The Boston-set sitcom, created by director James Burrows and writer/producers Glen and Les Charles, ran between September 1982 and May 1993.
The evocative credit sequence, featuring Gary Portnoy’s theme song (check out some scrapped early versions here) and Russell Lee’s 1937 ‘Saturday Night In A Saloon’ photo, promised a lot, and ‘Cheers’ certainly didn’t disappoint.
Ted Danson’s ex-Red Sox pitcher Sam Malone was a superb performance against type (he won a Golden Globe in 1990). Apparently he had never tended a bar nor been to a baseball match in his life when he got the role. He brilliantly dialled down the IQ (in Jack Nicholson style) and dialled up the womanising and alcoholism. He was a great physical comedian too.
Shelley Long – playing Diane Chambers – was a marvellous comedienne, reminding many of Lucille Ball. Diane was the polar opposite of Sam, a feminist, fan of psychoanalysis, poetry and literature. There was great chemistry between Danson and Long, and their union reminded the show’s creators of Spencer Tracy’s work with Katherine Hepburn. Shelley won a 1983 Emmy for her terrific performance.
Rhea Perlman turned in a great performance as Carla (winning an Emmy in 1984) – she was also apparently pretty much the opposite of her character. Nicholas Colasanto beautifully portrayed the dim-witted Coach – he was a journeyman actor who had played a particularly memorable turn in ‘The Streets Of San Francisco’.
Later, Woody Harrelson who came in as Woody, kind of a Coach surrogate. It was a clever writing device too – in explaining things to Coach/Woody, you were also explaining things to the audience (apparently ‘Grizzly Man’ environmentalist Timothy Treadwell came very close to snagging the role of Woody).
‘Cheers’ also originated some much-imitated sitcom ‘rules’: any touchy-feely or dark stuff is fine but must be followed by a zinger or one-liner. Another edict of the first few seasons was that each episode had to end with Sam and Diane. Also the ‘cold start’, usually featuring Norm, became a sitcom trope.

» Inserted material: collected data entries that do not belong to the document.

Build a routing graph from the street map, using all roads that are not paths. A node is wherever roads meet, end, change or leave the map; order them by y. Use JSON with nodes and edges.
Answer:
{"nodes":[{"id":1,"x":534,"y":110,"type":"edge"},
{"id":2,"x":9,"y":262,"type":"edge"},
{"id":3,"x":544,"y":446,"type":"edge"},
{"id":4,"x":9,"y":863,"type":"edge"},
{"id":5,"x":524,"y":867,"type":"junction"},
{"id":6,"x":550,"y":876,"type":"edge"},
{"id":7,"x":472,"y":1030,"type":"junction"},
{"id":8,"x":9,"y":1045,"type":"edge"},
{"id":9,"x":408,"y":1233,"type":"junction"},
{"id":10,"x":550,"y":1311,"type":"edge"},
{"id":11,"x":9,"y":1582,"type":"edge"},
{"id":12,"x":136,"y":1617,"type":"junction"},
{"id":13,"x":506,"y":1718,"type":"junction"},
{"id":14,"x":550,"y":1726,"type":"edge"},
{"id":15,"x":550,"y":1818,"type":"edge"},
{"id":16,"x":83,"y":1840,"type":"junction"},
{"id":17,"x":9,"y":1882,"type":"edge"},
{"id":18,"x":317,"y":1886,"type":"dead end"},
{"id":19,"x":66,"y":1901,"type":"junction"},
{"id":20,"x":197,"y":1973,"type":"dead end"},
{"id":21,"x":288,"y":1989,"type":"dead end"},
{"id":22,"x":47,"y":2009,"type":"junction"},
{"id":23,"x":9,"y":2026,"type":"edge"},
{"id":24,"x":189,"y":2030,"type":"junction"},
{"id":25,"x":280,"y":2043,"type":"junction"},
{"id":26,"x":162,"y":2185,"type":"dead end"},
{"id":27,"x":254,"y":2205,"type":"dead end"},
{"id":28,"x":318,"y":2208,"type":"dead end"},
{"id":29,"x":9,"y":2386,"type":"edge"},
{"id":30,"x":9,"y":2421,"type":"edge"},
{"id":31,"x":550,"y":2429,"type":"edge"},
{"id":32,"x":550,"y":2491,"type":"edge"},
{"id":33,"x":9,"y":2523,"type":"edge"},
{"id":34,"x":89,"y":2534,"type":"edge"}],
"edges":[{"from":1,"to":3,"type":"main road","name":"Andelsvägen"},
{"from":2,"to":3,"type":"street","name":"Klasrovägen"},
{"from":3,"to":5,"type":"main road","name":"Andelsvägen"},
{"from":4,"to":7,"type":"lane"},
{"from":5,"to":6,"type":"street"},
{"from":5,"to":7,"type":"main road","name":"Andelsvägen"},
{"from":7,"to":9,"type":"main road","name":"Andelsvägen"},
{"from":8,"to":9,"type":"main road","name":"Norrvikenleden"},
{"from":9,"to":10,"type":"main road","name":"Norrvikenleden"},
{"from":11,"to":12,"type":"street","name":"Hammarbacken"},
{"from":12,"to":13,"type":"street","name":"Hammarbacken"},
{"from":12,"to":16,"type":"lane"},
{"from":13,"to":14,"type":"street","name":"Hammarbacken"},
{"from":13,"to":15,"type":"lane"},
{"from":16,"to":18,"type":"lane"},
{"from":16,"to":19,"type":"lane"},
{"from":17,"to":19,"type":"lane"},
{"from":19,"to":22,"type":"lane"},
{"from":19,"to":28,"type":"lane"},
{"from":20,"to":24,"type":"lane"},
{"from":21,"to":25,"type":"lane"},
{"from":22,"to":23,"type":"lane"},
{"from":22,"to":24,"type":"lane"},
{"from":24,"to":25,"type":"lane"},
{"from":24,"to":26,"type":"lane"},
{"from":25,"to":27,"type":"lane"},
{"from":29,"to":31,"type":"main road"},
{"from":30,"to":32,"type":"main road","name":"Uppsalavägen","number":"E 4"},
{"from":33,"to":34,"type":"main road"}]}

True, after season five, ‘Cheers’ was increasingly hit-and-miss (though only then really began getting large TV audiences, the last season garnering an astonishing 80 million viewers), arguably with far too much attention paid to the minor characters (The Guardian newspaper had a good pop at Frasier here) but Kirstie Alley proved to be a gifted comedienne who won an Emmy award in 1991 (and she’s also one of the best screen drunks ever).
Other treats? Craig Safan’s cool, Katy Lied-era Steely Dan-style incidental music, with clarinet or alto sax, piano, drums, bass (some of the later excerpts were composed by an uncredited John Beasley, keyboardist for the jazz/rock stars and leader of the acclaimed MONK’estra).

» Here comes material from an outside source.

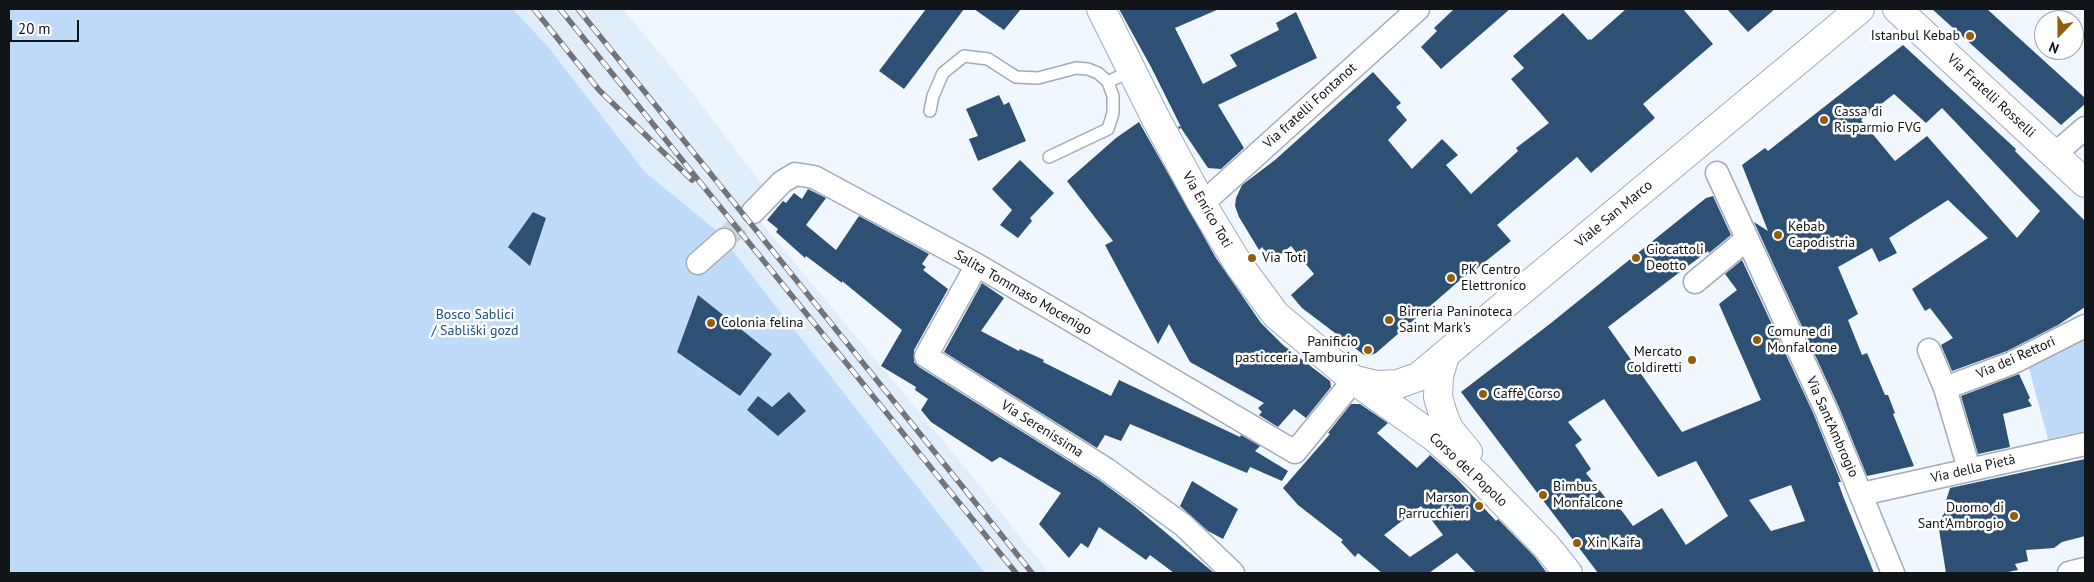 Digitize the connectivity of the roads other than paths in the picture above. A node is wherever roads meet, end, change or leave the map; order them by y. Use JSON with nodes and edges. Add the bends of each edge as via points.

Then there were the classic cameos: Emma Thompson, John Cleese, PJ Soles, John Kerry, and a host of ‘Hey it’s that guy/lady!’ actors of the early 1980s, many also often seen American movies of the time.
Favourite episodes? All of the five season-closers featuring Sam and Diane, plus ‘The Executive’s Executioner’, when Norm is reluctantly transformed into a hatchet man by his accountancy firm; ‘Look Before You Sleep’, when Sam gets locked out of the bar and his apartment and has to visit each of his friends’ houses in an attempt to get a night’s sleep; ‘Fear Is My Co-Pilot’, where Diane’s madcap friend takes her and Sam up in his airplane.
Not sure about you, but the daily early-morning reruns of ‘Cheers’ (in the UK) have been a real boon to this writer over the last year. Cheers to ‘Cheers’…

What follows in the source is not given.